#### Source material

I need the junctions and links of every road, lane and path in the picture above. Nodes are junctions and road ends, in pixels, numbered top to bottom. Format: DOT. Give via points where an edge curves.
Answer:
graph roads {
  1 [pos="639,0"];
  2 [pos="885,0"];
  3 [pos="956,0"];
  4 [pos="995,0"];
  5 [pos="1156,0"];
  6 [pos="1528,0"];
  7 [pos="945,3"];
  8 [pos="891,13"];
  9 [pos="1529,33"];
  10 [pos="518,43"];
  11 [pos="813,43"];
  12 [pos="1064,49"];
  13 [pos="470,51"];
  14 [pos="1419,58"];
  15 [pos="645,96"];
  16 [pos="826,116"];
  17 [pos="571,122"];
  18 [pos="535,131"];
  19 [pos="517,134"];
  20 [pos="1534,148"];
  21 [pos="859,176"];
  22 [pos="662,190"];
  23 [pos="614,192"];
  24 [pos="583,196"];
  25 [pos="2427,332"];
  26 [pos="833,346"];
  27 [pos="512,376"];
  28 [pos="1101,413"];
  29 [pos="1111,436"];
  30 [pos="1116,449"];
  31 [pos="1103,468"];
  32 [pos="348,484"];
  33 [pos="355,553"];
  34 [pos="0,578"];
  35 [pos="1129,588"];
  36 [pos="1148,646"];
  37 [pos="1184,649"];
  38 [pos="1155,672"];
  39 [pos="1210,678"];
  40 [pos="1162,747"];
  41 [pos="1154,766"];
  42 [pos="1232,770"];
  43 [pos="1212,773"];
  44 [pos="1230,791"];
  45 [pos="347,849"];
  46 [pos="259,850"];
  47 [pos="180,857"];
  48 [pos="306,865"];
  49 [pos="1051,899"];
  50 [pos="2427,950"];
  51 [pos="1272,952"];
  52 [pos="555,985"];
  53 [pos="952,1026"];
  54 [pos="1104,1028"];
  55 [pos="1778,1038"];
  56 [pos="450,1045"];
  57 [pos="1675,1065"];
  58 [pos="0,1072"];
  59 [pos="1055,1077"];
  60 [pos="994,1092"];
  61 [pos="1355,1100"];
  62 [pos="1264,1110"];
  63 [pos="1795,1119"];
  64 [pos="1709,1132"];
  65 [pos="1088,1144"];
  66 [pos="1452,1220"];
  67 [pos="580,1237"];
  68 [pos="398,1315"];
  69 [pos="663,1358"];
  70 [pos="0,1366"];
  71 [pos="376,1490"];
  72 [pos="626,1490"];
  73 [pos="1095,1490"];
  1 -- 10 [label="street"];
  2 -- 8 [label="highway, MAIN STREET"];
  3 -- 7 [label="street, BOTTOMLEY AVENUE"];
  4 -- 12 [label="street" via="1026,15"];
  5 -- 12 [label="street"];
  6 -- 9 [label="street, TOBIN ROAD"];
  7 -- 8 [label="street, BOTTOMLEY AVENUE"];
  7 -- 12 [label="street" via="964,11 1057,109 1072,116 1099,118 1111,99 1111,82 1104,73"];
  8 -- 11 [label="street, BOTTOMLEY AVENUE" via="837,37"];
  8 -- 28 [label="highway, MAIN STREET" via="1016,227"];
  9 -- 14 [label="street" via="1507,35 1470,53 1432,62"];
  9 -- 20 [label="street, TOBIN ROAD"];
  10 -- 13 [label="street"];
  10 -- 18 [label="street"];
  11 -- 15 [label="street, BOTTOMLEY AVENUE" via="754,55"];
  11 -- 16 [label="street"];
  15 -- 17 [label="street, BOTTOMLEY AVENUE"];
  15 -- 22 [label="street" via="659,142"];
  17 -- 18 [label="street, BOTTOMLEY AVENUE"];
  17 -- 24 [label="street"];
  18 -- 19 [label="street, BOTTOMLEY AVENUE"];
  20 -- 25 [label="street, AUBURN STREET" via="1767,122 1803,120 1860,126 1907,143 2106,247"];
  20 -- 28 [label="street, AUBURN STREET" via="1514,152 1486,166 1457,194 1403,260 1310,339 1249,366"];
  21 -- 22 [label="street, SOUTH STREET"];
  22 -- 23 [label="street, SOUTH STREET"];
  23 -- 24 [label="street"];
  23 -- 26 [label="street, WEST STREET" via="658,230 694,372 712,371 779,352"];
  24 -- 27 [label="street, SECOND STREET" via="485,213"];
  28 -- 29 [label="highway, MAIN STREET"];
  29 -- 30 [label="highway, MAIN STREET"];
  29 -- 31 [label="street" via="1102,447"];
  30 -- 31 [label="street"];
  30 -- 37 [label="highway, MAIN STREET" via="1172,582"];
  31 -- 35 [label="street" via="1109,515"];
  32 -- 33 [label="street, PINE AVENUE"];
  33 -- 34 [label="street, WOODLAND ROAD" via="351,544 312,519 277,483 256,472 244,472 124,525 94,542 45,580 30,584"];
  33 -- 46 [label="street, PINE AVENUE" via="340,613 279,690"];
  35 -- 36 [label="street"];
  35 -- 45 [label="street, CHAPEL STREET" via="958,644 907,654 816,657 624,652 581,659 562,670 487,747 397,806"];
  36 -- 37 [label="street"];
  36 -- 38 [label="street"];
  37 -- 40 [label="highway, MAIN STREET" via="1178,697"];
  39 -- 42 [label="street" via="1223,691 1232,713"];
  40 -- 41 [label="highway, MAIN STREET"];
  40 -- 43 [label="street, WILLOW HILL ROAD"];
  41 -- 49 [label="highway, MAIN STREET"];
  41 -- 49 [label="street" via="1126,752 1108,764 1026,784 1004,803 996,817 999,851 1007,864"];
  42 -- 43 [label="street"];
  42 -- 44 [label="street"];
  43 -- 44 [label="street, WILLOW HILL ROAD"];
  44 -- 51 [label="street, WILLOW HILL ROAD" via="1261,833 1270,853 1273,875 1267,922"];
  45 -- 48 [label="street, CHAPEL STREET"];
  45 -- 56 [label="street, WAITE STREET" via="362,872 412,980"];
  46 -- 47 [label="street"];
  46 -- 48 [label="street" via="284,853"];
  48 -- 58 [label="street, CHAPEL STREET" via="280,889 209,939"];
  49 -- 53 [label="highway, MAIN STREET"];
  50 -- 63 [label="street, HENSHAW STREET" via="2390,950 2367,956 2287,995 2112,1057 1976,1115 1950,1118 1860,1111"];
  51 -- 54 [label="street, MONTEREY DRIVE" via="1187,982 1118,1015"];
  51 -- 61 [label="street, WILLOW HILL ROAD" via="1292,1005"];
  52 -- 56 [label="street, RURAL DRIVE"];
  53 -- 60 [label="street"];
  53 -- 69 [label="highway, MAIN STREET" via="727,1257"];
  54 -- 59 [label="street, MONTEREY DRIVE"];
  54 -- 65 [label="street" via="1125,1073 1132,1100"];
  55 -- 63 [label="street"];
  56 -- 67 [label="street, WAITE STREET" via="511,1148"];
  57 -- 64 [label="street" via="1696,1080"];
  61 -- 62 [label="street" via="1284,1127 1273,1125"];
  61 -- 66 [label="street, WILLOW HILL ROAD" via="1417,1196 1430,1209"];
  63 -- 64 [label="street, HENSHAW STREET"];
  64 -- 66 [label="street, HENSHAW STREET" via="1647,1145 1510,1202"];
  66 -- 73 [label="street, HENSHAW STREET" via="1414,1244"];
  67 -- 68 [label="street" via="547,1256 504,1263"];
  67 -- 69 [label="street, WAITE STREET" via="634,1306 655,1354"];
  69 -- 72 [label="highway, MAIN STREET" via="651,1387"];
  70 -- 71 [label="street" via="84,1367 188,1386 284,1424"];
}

########

Assignment
For this exercise, repeat the data above exactly.

Output for this exercise
I need the junctions and links of every road, lane and path in the picture above. Nodes are junctions and road ends, in pixels, numbered top to bottom. Format: DOT. Give via points where an edge curves.
Answer:
graph roads {
  1 [pos="639,0"];
  2 [pos="885,0"];
  3 [pos="956,0"];
  4 [pos="995,0"];
  5 [pos="1156,0"];
  6 [pos="1528,0"];
  7 [pos="945,3"];
  8 [pos="891,13"];
  9 [pos="1529,33"];
  10 [pos="518,43"];
  11 [pos="813,43"];
  12 [pos="1064,49"];
  13 [pos="470,51"];
  14 [pos="1419,58"];
  15 [pos="645,96"];
  16 [pos="826,116"];
  17 [pos="571,122"];
  18 [pos="535,131"];
  19 [pos="517,134"];
  20 [pos="1534,148"];
  21 [pos="859,176"];
  22 [pos="662,190"];
  23 [pos="614,192"];
  24 [pos="583,196"];
  25 [pos="2427,332"];
  26 [pos="833,346"];
  27 [pos="512,376"];
  28 [pos="1101,413"];
  29 [pos="1111,436"];
  30 [pos="1116,449"];
  31 [pos="1103,468"];
  32 [pos="348,484"];
  33 [pos="355,553"];
  34 [pos="0,578"];
  35 [pos="1129,588"];
  36 [pos="1148,646"];
  37 [pos="1184,649"];
  38 [pos="1155,672"];
  39 [pos="1210,678"];
  40 [pos="1162,747"];
  41 [pos="1154,766"];
  42 [pos="1232,770"];
  43 [pos="1212,773"];
  44 [pos="1230,791"];
  45 [pos="347,849"];
  46 [pos="259,850"];
  47 [pos="180,857"];
  48 [pos="306,865"];
  49 [pos="1051,899"];
  50 [pos="2427,950"];
  51 [pos="1272,952"];
  52 [pos="555,985"];
  53 [pos="952,1026"];
  54 [pos="1104,1028"];
  55 [pos="1778,1038"];
  56 [pos="450,1045"];
  57 [pos="1675,1065"];
  58 [pos="0,1072"];
  59 [pos="1055,1077"];
  60 [pos="994,1092"];
  61 [pos="1355,1100"];
  62 [pos="1264,1110"];
  63 [pos="1795,1119"];
  64 [pos="1709,1132"];
  65 [pos="1088,1144"];
  66 [pos="1452,1220"];
  67 [pos="580,1237"];
  68 [pos="398,1315"];
  69 [pos="663,1358"];
  70 [pos="0,1366"];
  71 [pos="376,1490"];
  72 [pos="626,1490"];
  73 [pos="1095,1490"];
  1 -- 10 [label="street"];
  2 -- 8 [label="highway, MAIN STREET"];
  3 -- 7 [label="street, BOTTOMLEY AVENUE"];
  4 -- 12 [label="street" via="1026,15"];
  5 -- 12 [label="street"];
  6 -- 9 [label="street, TOBIN ROAD"];
  7 -- 8 [label="street, BOTTOMLEY AVENUE"];
  7 -- 12 [label="street" via="964,11 1057,109 1072,116 1099,118 1111,99 1111,82 1104,73"];
  8 -- 11 [label="street, BOTTOMLEY AVENUE" via="837,37"];
  8 -- 28 [label="highway, MAIN STREET" via="1016,227"];
  9 -- 14 [label="street" via="1507,35 1470,53 1432,62"];
  9 -- 20 [label="street, TOBIN ROAD"];
  10 -- 13 [label="street"];
  10 -- 18 [label="street"];
  11 -- 15 [label="street, BOTTOMLEY AVENUE" via="754,55"];
  11 -- 16 [label="street"];
  15 -- 17 [label="street, BOTTOMLEY AVENUE"];
  15 -- 22 [label="street" via="659,142"];
  17 -- 18 [label="street, BOTTOMLEY AVENUE"];
  17 -- 24 [label="street"];
  18 -- 19 [label="street, BOTTOMLEY AVENUE"];
  20 -- 25 [label="street, AUBURN STREET" via="1767,122 1803,120 1860,126 1907,143 2106,247"];
  20 -- 28 [label="street, AUBURN STREET" via="1514,152 1486,166 1457,194 1403,260 1310,339 1249,366"];
  21 -- 22 [label="street, SOUTH STREET"];
  22 -- 23 [label="street, SOUTH STREET"];
  23 -- 24 [label="street"];
  23 -- 26 [label="street, WEST STREET" via="658,230 694,372 712,371 779,352"];
  24 -- 27 [label="street, SECOND STREET" via="485,213"];
  28 -- 29 [label="highway, MAIN STREET"];
  29 -- 30 [label="highway, MAIN STREET"];
  29 -- 31 [label="street" via="1102,447"];
  30 -- 31 [label="street"];
  30 -- 37 [label="highway, MAIN STREET" via="1172,582"];
  31 -- 35 [label="street" via="1109,515"];
  32 -- 33 [label="street, PINE AVENUE"];
  33 -- 34 [label="street, WOODLAND ROAD" via="351,544 312,519 277,483 256,472 244,472 124,525 94,542 45,580 30,584"];
  33 -- 46 [label="street, PINE AVENUE" via="340,613 279,690"];
  35 -- 36 [label="street"];
  35 -- 45 [label="street, CHAPEL STREET" via="958,644 907,654 816,657 624,652 581,659 562,670 487,747 397,806"];
  36 -- 37 [label="street"];
  36 -- 38 [label="street"];
  37 -- 40 [label="highway, MAIN STREET" via="1178,697"];
  39 -- 42 [label="street" via="1223,691 1232,713"];
  40 -- 41 [label="highway, MAIN STREET"];
  40 -- 43 [label="street, WILLOW HILL ROAD"];
  41 -- 49 [label="highway, MAIN STREET"];
  41 -- 49 [label="street" via="1126,752 1108,764 1026,784 1004,803 996,817 999,851 1007,864"];
  42 -- 43 [label="street"];
  42 -- 44 [label="street"];
  43 -- 44 [label="street, WILLOW HILL ROAD"];
  44 -- 51 [label="street, WILLOW HILL ROAD" via="1261,833 1270,853 1273,875 1267,922"];
  45 -- 48 [label="street, CHAPEL STREET"];
  45 -- 56 [label="street, WAITE STREET" via="362,872 412,980"];
  46 -- 47 [label="street"];
  46 -- 48 [label="street" via="284,853"];
  48 -- 58 [label="street, CHAPEL STREET" via="280,889 209,939"];
  49 -- 53 [label="highway, MAIN STREET"];
  50 -- 63 [label="street, HENSHAW STREET" via="2390,950 2367,956 2287,995 2112,1057 1976,1115 1950,1118 1860,1111"];
  51 -- 54 [label="street, MONTEREY DRIVE" via="1187,982 1118,1015"];
  51 -- 61 [label="street, WILLOW HILL ROAD" via="1292,1005"];
  52 -- 56 [label="street, RURAL DRIVE"];
  53 -- 60 [label="street"];
  53 -- 69 [label="highway, MAIN STREET" via="727,1257"];
  54 -- 59 [label="street, MONTEREY DRIVE"];
  54 -- 65 [label="street" via="1125,1073 1132,1100"];
  55 -- 63 [label="street"];
  56 -- 67 [label="street, WAITE STREET" via="511,1148"];
  57 -- 64 [label="street" via="1696,1080"];
  61 -- 62 [label="street" via="1284,1127 1273,1125"];
  61 -- 66 [label="street, WILLOW HILL ROAD" via="1417,1196 1430,1209"];
  63 -- 64 [label="street, HENSHAW STREET"];
  64 -- 66 [label="street, HENSHAW STREET" via="1647,1145 1510,1202"];
  66 -- 73 [label="street, HENSHAW STREET" via="1414,1244"];
  67 -- 68 [label="street" via="547,1256 504,1263"];
  67 -- 69 [label="street, WAITE STREET" via="634,1306 655,1354"];
  69 -- 72 [label="highway, MAIN STREET" via="651,1387"];
  70 -- 71 [label="street" via="84,1367 188,1386 284,1424"];
}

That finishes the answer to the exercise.